(Saved data entries)
--
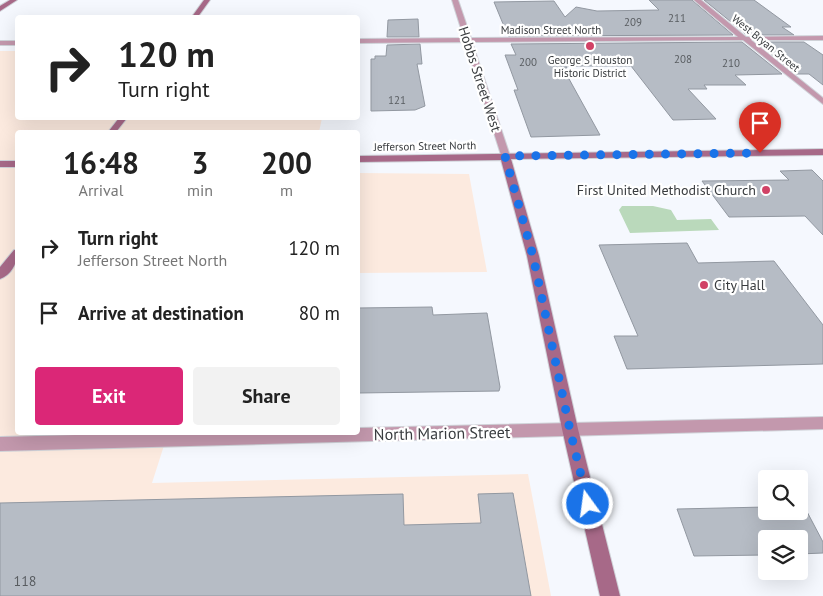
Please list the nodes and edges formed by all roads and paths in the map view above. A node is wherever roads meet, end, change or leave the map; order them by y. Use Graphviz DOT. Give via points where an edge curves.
graph roads {
  1 [pos="14,0"];
  2 [pos="207,0"];
  3 [pos="455,0"];
  4 [pos="697,0"];
  5 [pos="0,9"];
  6 [pos="196,15"];
  7 [pos="823,38"];
  8 [pos="745,39"];
  9 [pos="468,40"];
  10 [pos="360,41"];
  11 [pos="0,43"];
  12 [pos="15,43"];
  13 [pos="823,102"];
  14 [pos="121,120"];
  15 [pos="114,130"];
  16 [pos="823,152"];
  17 [pos="505,156"];
  18 [pos="360,159"];
  19 [pos="0,164"];
  20 [pos="15,164"];
  21 [pos="15,257"];
  22 [pos="0,275"];
  23 [pos="823,423"];
  24 [pos="570,430"];
  25 [pos="0,444"];
  26 [pos="610,596"];
  1 -- 5 [label="main road"];
  2 -- 6 [label="main road"];
  3 -- 9 [label="street, Hobbs Street West"];
  4 -- 8 [label="street, West Bryan Street"];
  7 -- 8 [label="street, Madison Street North"];
  8 -- 9 [label="street, Madison Street North"];
  8 -- 13 [label="street, West Bryan Street"];
  9 -- 10 [label="street, Madison Street North"];
  9 -- 17 [label="street, Hobbs Street West"];
  11 -- 12 [label="street"];
  14 -- 15 [label="main road"];
  16 -- 17 [label="main road, Jefferson Street North"];
  17 -- 18 [label="main road, Jefferson Street North"];
  17 -- 24 [label="main road, Hobbs Street West" via="533,256"];
  19 -- 20 [label="main road"];
  21 -- 22 [label="main road"];
  23 -- 24 [label="street, North Marion Street"];
  24 -- 25 [label="street, North Marion Street"];
  24 -- 26 [label="main road, Hobbs Street West"];
}
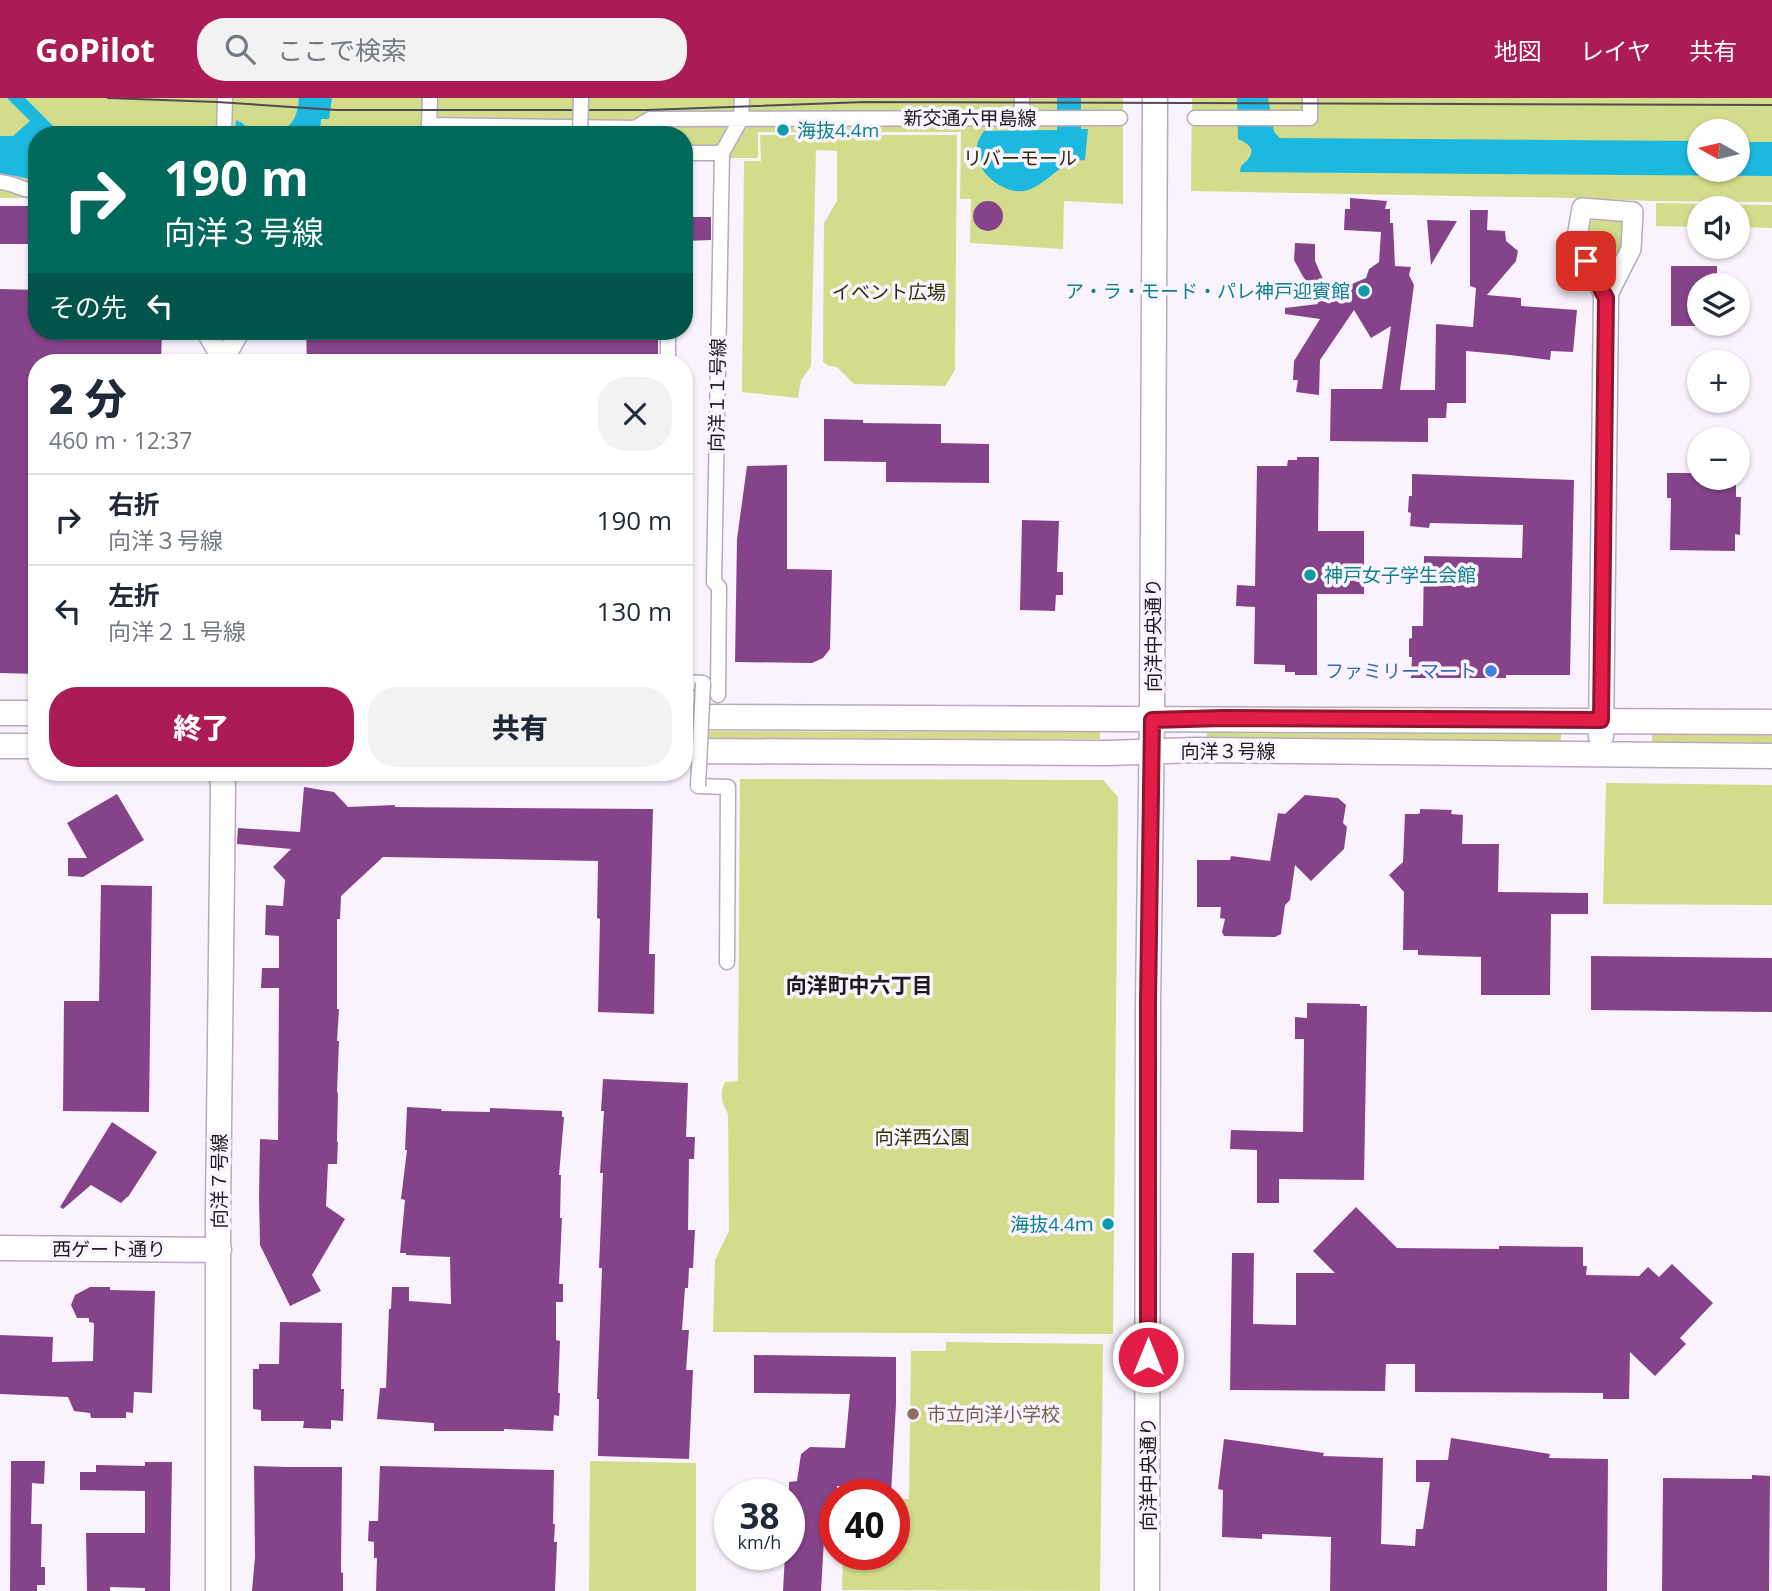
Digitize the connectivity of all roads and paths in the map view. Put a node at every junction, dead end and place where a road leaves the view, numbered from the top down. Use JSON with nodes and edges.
{"nodes":[{"id":1,"x":225,"y":98,"type":"edge"},
{"id":2,"x":430,"y":98,"type":"edge"},
{"id":3,"x":581,"y":98,"type":"edge"},
{"id":4,"x":742,"y":98,"type":"edge"},
{"id":5,"x":1022,"y":98,"type":"edge"},
{"id":6,"x":1156,"y":98,"type":"edge"},
{"id":7,"x":1310,"y":98,"type":"edge"},
{"id":8,"x":1022,"y":117,"type":"junction"},
{"id":9,"x":1120,"y":118,"type":"dead end"},
{"id":10,"x":1195,"y":118,"type":"dead end"},
{"id":11,"x":741,"y":119,"type":"junction"},
{"id":12,"x":224,"y":126,"type":"edge"},
{"id":13,"x":440,"y":126,"type":"edge"},
{"id":14,"x":580,"y":126,"type":"edge"},
{"id":15,"x":638,"y":126,"type":"edge"},
{"id":16,"x":693,"y":153,"type":"edge"},
{"id":17,"x":722,"y":153,"type":"junction"},
{"id":18,"x":0,"y":182,"type":"edge"},
{"id":19,"x":28,"y":191,"type":"edge"},
{"id":20,"x":1606,"y":298,"type":"junction"},
{"id":21,"x":693,"y":682,"type":"edge"},
{"id":22,"x":718,"y":695,"type":"dead end"},
{"id":23,"x":0,"y":713,"type":"edge"},
{"id":24,"x":28,"y":713,"type":"edge"},
{"id":25,"x":693,"y":717,"type":"edge"},
{"id":26,"x":1152,"y":720,"type":"junction"},
{"id":27,"x":1601,"y":720,"type":"junction"},
{"id":28,"x":1772,"y":722,"type":"edge"},
{"id":29,"x":0,"y":746,"type":"edge"},
{"id":30,"x":28,"y":746,"type":"edge"},
{"id":31,"x":693,"y":751,"type":"edge"},
{"id":32,"x":1152,"y":752,"type":"junction"},
{"id":33,"x":1601,"y":755,"type":"junction"},
{"id":34,"x":1772,"y":756,"type":"edge"},
{"id":35,"x":223,"y":781,"type":"edge"},
{"id":36,"x":727,"y":962,"type":"dead end"},
{"id":37,"x":0,"y":1248,"type":"edge"},
{"id":38,"x":219,"y":1250,"type":"junction"},
{"id":39,"x":218,"y":1591,"type":"edge"},
{"id":40,"x":1147,"y":1591,"type":"edge"}],
"edges":[{"from":1,"to":12,"type":"street"},
{"from":2,"to":13,"type":"street","name":"新交通六甲島線"},
{"from":3,"to":14,"type":"street","bridge":true},
{"from":4,"to":11,"type":"street","name":"向洋１１号線"},
{"from":5,"to":8,"type":"street"},
{"from":6,"to":26,"type":"street","name":"向洋中央通り"},
{"from":7,"to":10,"type":"street"},
{"from":8,"to":9,"type":"street","name":"新交通六甲島線"},
{"from":8,"to":11,"type":"street","name":"新交通六甲島線"},
{"from":11,"to":15,"type":"street","name":"新交通六甲島線"},
{"from":11,"to":17,"type":"street","name":"向洋１１号線"},
{"from":16,"to":17,"type":"street"},
{"from":17,"to":22,"type":"street","name":"向洋１１号線"},
{"from":18,"to":19,"type":"street"},
{"from":20,"to":20,"type":"street"},
{"from":20,"to":27,"type":"street"},
{"from":21,"to":36,"type":"street","bridge":true},
{"from":23,"to":24,"type":"street"},
{"from":25,"to":26,"type":"street","name":"向洋３号線"},
{"from":26,"to":27,"type":"street","name":"向洋３号線"},
{"from":26,"to":32,"type":"street","name":"向洋中央通り"},
{"from":27,"to":28,"type":"street","name":"向洋３号線"},
{"from":27,"to":33,"type":"street"},
{"from":29,"to":30,"type":"street"},
{"from":31,"to":32,"type":"street","name":"向洋３号線"},
{"from":32,"to":33,"type":"street","name":"向洋３号線"},
{"from":32,"to":40,"type":"street","name":"向洋中央通り"},
{"from":33,"to":34,"type":"street","name":"向洋３号線"},
{"from":35,"to":38,"type":"street","name":"向洋７号線"},
{"from":37,"to":38,"type":"street","name":"西ゲート通り"},
{"from":38,"to":39,"type":"street","name":"向洋７号線"}]}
--
# [To do]
Output every entry verbatim. Pictures do not belong in the copy.

# [Written solution]
Please list the nodes and edges formed by all roads and paths in the map view above. A node is wherever roads meet, end, change or leave the map; order them by y. Use Graphviz DOT. Give via points where an edge curves.
graph roads {
  1 [pos="14,0"];
  2 [pos="207,0"];
  3 [pos="455,0"];
  4 [pos="697,0"];
  5 [pos="0,9"];
  6 [pos="196,15"];
  7 [pos="823,38"];
  8 [pos="745,39"];
  9 [pos="468,40"];
  10 [pos="360,41"];
  11 [pos="0,43"];
  12 [pos="15,43"];
  13 [pos="823,102"];
  14 [pos="121,120"];
  15 [pos="114,130"];
  16 [pos="823,152"];
  17 [pos="505,156"];
  18 [pos="360,159"];
  19 [pos="0,164"];
  20 [pos="15,164"];
  21 [pos="15,257"];
  22 [pos="0,275"];
  23 [pos="823,423"];
  24 [pos="570,430"];
  25 [pos="0,444"];
  26 [pos="610,596"];
  1 -- 5 [label="main road"];
  2 -- 6 [label="main road"];
  3 -- 9 [label="street, Hobbs Street West"];
  4 -- 8 [label="street, West Bryan Street"];
  7 -- 8 [label="street, Madison Street North"];
  8 -- 9 [label="street, Madison Street North"];
  8 -- 13 [label="street, West Bryan Street"];
  9 -- 10 [label="street, Madison Street North"];
  9 -- 17 [label="street, Hobbs Street West"];
  11 -- 12 [label="street"];
  14 -- 15 [label="main road"];
  16 -- 17 [label="main road, Jefferson Street North"];
  17 -- 18 [label="main road, Jefferson Street North"];
  17 -- 24 [label="main road, Hobbs Street West" via="533,256"];
  19 -- 20 [label="main road"];
  21 -- 22 [label="main road"];
  23 -- 24 [label="street, North Marion Street"];
  24 -- 25 [label="street, North Marion Street"];
  24 -- 26 [label="main road, Hobbs Street West"];
}
Digitize the connectivity of all roads and paths in the map view. Put a node at every junction, dead end and place where a road leaves the view, numbered from the top down. Use JSON with nodes and edges.
{"nodes":[{"id":1,"x":225,"y":98,"type":"edge"},
{"id":2,"x":430,"y":98,"type":"edge"},
{"id":3,"x":581,"y":98,"type":"edge"},
{"id":4,"x":742,"y":98,"type":"edge"},
{"id":5,"x":1022,"y":98,"type":"edge"},
{"id":6,"x":1156,"y":98,"type":"edge"},
{"id":7,"x":1310,"y":98,"type":"edge"},
{"id":8,"x":1022,"y":117,"type":"junction"},
{"id":9,"x":1120,"y":118,"type":"dead end"},
{"id":10,"x":1195,"y":118,"type":"dead end"},
{"id":11,"x":741,"y":119,"type":"junction"},
{"id":12,"x":224,"y":126,"type":"edge"},
{"id":13,"x":440,"y":126,"type":"edge"},
{"id":14,"x":580,"y":126,"type":"edge"},
{"id":15,"x":638,"y":126,"type":"edge"},
{"id":16,"x":693,"y":153,"type":"edge"},
{"id":17,"x":722,"y":153,"type":"junction"},
{"id":18,"x":0,"y":182,"type":"edge"},
{"id":19,"x":28,"y":191,"type":"edge"},
{"id":20,"x":1606,"y":298,"type":"junction"},
{"id":21,"x":693,"y":682,"type":"edge"},
{"id":22,"x":718,"y":695,"type":"dead end"},
{"id":23,"x":0,"y":713,"type":"edge"},
{"id":24,"x":28,"y":713,"type":"edge"},
{"id":25,"x":693,"y":717,"type":"edge"},
{"id":26,"x":1152,"y":720,"type":"junction"},
{"id":27,"x":1601,"y":720,"type":"junction"},
{"id":28,"x":1772,"y":722,"type":"edge"},
{"id":29,"x":0,"y":746,"type":"edge"},
{"id":30,"x":28,"y":746,"type":"edge"},
{"id":31,"x":693,"y":751,"type":"edge"},
{"id":32,"x":1152,"y":752,"type":"junction"},
{"id":33,"x":1601,"y":755,"type":"junction"},
{"id":34,"x":1772,"y":756,"type":"edge"},
{"id":35,"x":223,"y":781,"type":"edge"},
{"id":36,"x":727,"y":962,"type":"dead end"},
{"id":37,"x":0,"y":1248,"type":"edge"},
{"id":38,"x":219,"y":1250,"type":"junction"},
{"id":39,"x":218,"y":1591,"type":"edge"},
{"id":40,"x":1147,"y":1591,"type":"edge"}],
"edges":[{"from":1,"to":12,"type":"street"},
{"from":2,"to":13,"type":"street","name":"新交通六甲島線"},
{"from":3,"to":14,"type":"street","bridge":true},
{"from":4,"to":11,"type":"street","name":"向洋１１号線"},
{"from":5,"to":8,"type":"street"},
{"from":6,"to":26,"type":"street","name":"向洋中央通り"},
{"from":7,"to":10,"type":"street"},
{"from":8,"to":9,"type":"street","name":"新交通六甲島線"},
{"from":8,"to":11,"type":"street","name":"新交通六甲島線"},
{"from":11,"to":15,"type":"street","name":"新交通六甲島線"},
{"from":11,"to":17,"type":"street","name":"向洋１１号線"},
{"from":16,"to":17,"type":"street"},
{"from":17,"to":22,"type":"street","name":"向洋１１号線"},
{"from":18,"to":19,"type":"street"},
{"from":20,"to":20,"type":"street"},
{"from":20,"to":27,"type":"street"},
{"from":21,"to":36,"type":"street","bridge":true},
{"from":23,"to":24,"type":"street"},
{"from":25,"to":26,"type":"street","name":"向洋３号線"},
{"from":26,"to":27,"type":"street","name":"向洋３号線"},
{"from":26,"to":32,"type":"street","name":"向洋中央通り"},
{"from":27,"to":28,"type":"street","name":"向洋３号線"},
{"from":27,"to":33,"type":"street"},
{"from":29,"to":30,"type":"street"},
{"from":31,"to":32,"type":"street","name":"向洋３号線"},
{"from":32,"to":33,"type":"street","name":"向洋３号線"},
{"from":32,"to":40,"type":"street","name":"向洋中央通り"},
{"from":33,"to":34,"type":"street","name":"向洋３号線"},
{"from":35,"to":38,"type":"street","name":"向洋７号線"},
{"from":37,"to":38,"type":"street","name":"西ゲート通り"},
{"from":38,"to":39,"type":"street","name":"向洋７号線"}]}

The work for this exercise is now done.